• [TASK INSTRUCTIONS] Leaving the images behind, copy every line of the records exactly.

• [DATA EXTRACT]

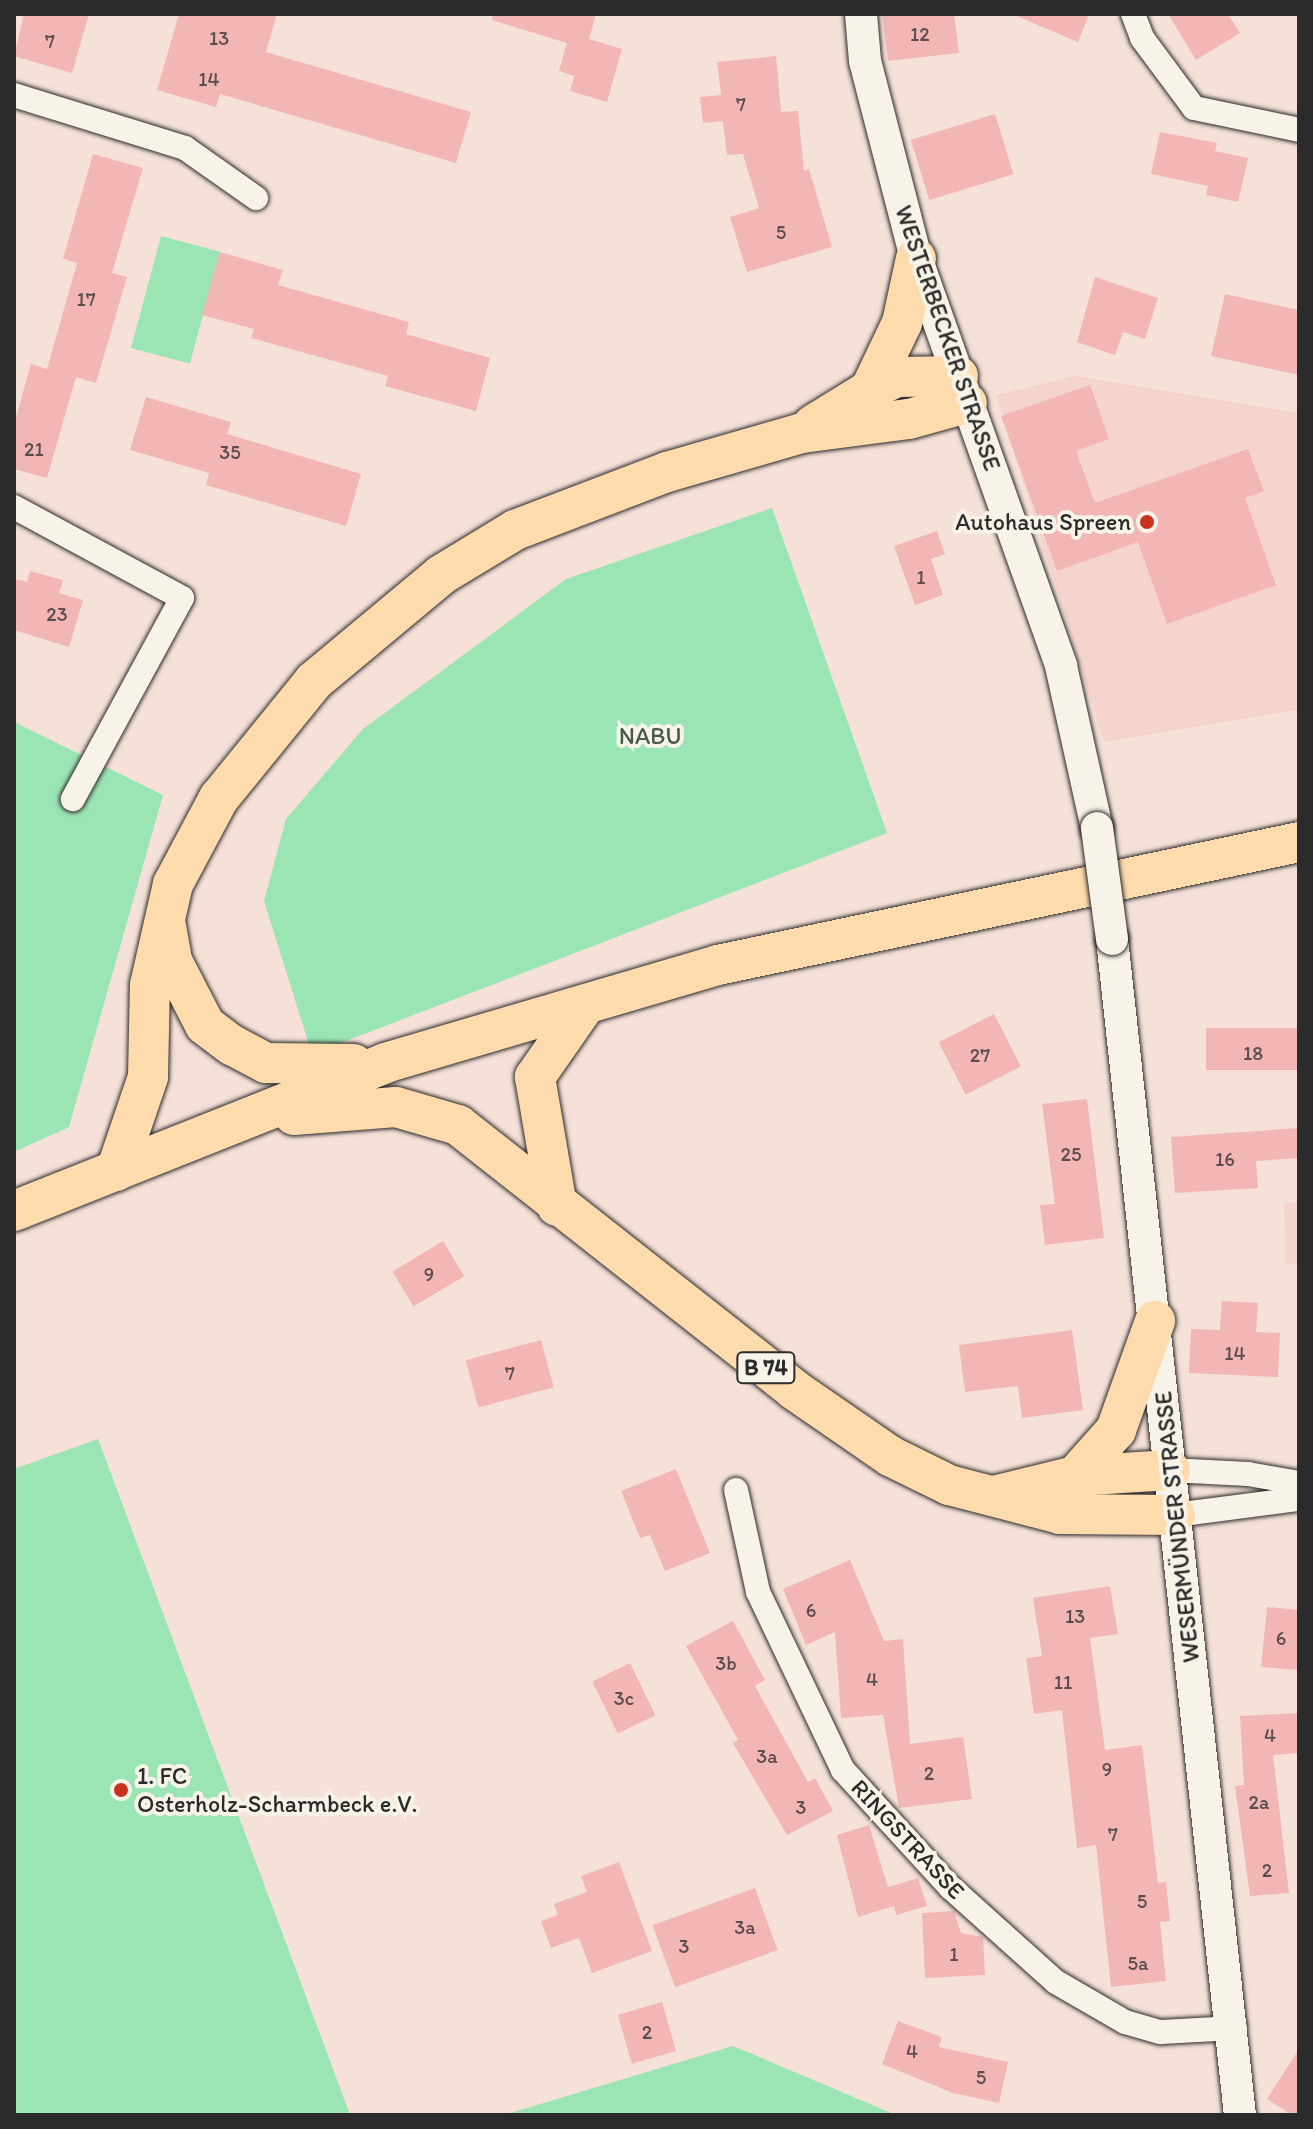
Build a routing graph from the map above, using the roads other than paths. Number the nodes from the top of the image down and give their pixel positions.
1 (861, 14) edge
2 (1133, 14) edge
3 (14, 95) edge
4 (1299, 130) edge
5 (256, 198) dead end
6 (916, 258) junction
7 (962, 389) junction
8 (870, 390) junction
9 (802, 433) junction
10 (14, 507) edge
11 (73, 799) dead end
12 (1299, 842) edge
13 (165, 922) junction
14 (1112, 939) joint
15 (585, 1005) junction
16 (385, 1063) junction
17 (242, 1120) junction
18 (116, 1171) junction
19 (557, 1206) junction
20 (14, 1211) edge
21 (1155, 1321) junction
22 (1170, 1470) junction
23 (1075, 1476) junction
24 (1299, 1483) edge
25 (736, 1490) dead end
26 (994, 1496) junction
27 (1299, 1499) edge
28 (1175, 1515) junction
29 (1235, 2028) junction
30 (1240, 2115) edge

1 - 6 street, WESTERBECKER STRASSE
2 - 4 street
3 - 5 street
6 - 7 street, WESTERBECKER STRASSE
6 - 8 main road
7 - 8 main road
7 - 9 main road
7 - 14 street, WESTERBECKER STRASSE, bridge
8 - 9 main road
9 - 13 main road
10 - 11 street
12 - 15 main road
13 - 16 main road
13 - 18 main road
14 - 21 street, WESERMÜNDER STRASSE
15 - 16 main road
15 - 19 main road
16 - 17 main road
17 - 18 main road
17 - 19 main road
18 - 20 main road
19 - 26 main road, B 74
21 - 22 street, WESERMÜNDER STRASSE
21 - 23 main road
22 - 23 main road, B 74
22 - 24 street
22 - 28 street, WESERMÜNDER STRASSE
23 - 26 main road, B 74
25 - 29 street, RINGSTRASSE
26 - 28 main road
27 - 28 street
28 - 29 street, WESERMÜNDER STRASSE
29 - 30 street, WESERMÜNDER STRASSE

• [RESULT OF THIS EXERCISE]
Build a routing graph from the map above, using the roads other than paths. Number the nodes from the top of the image down and give their pixel positions.
1 (861, 14) edge
2 (1133, 14) edge
3 (14, 95) edge
4 (1299, 130) edge
5 (256, 198) dead end
6 (916, 258) junction
7 (962, 389) junction
8 (870, 390) junction
9 (802, 433) junction
10 (14, 507) edge
11 (73, 799) dead end
12 (1299, 842) edge
13 (165, 922) junction
14 (1112, 939) joint
15 (585, 1005) junction
16 (385, 1063) junction
17 (242, 1120) junction
18 (116, 1171) junction
19 (557, 1206) junction
20 (14, 1211) edge
21 (1155, 1321) junction
22 (1170, 1470) junction
23 (1075, 1476) junction
24 (1299, 1483) edge
25 (736, 1490) dead end
26 (994, 1496) junction
27 (1299, 1499) edge
28 (1175, 1515) junction
29 (1235, 2028) junction
30 (1240, 2115) edge

1 - 6 street, WESTERBECKER STRASSE
2 - 4 street
3 - 5 street
6 - 7 street, WESTERBECKER STRASSE
6 - 8 main road
7 - 8 main road
7 - 9 main road
7 - 14 street, WESTERBECKER STRASSE, bridge
8 - 9 main road
9 - 13 main road
10 - 11 street
12 - 15 main road
13 - 16 main road
13 - 18 main road
14 - 21 street, WESERMÜNDER STRASSE
15 - 16 main road
15 - 19 main road
16 - 17 main road
17 - 18 main road
17 - 19 main road
18 - 20 main road
19 - 26 main road, B 74
21 - 22 street, WESERMÜNDER STRASSE
21 - 23 main road
22 - 23 main road, B 74
22 - 24 street
22 - 28 street, WESERMÜNDER STRASSE
23 - 26 main road, B 74
25 - 29 street, RINGSTRASSE
26 - 28 main road
27 - 28 street
28 - 29 street, WESERMÜNDER STRASSE
29 - 30 street, WESERMÜNDER STRASSE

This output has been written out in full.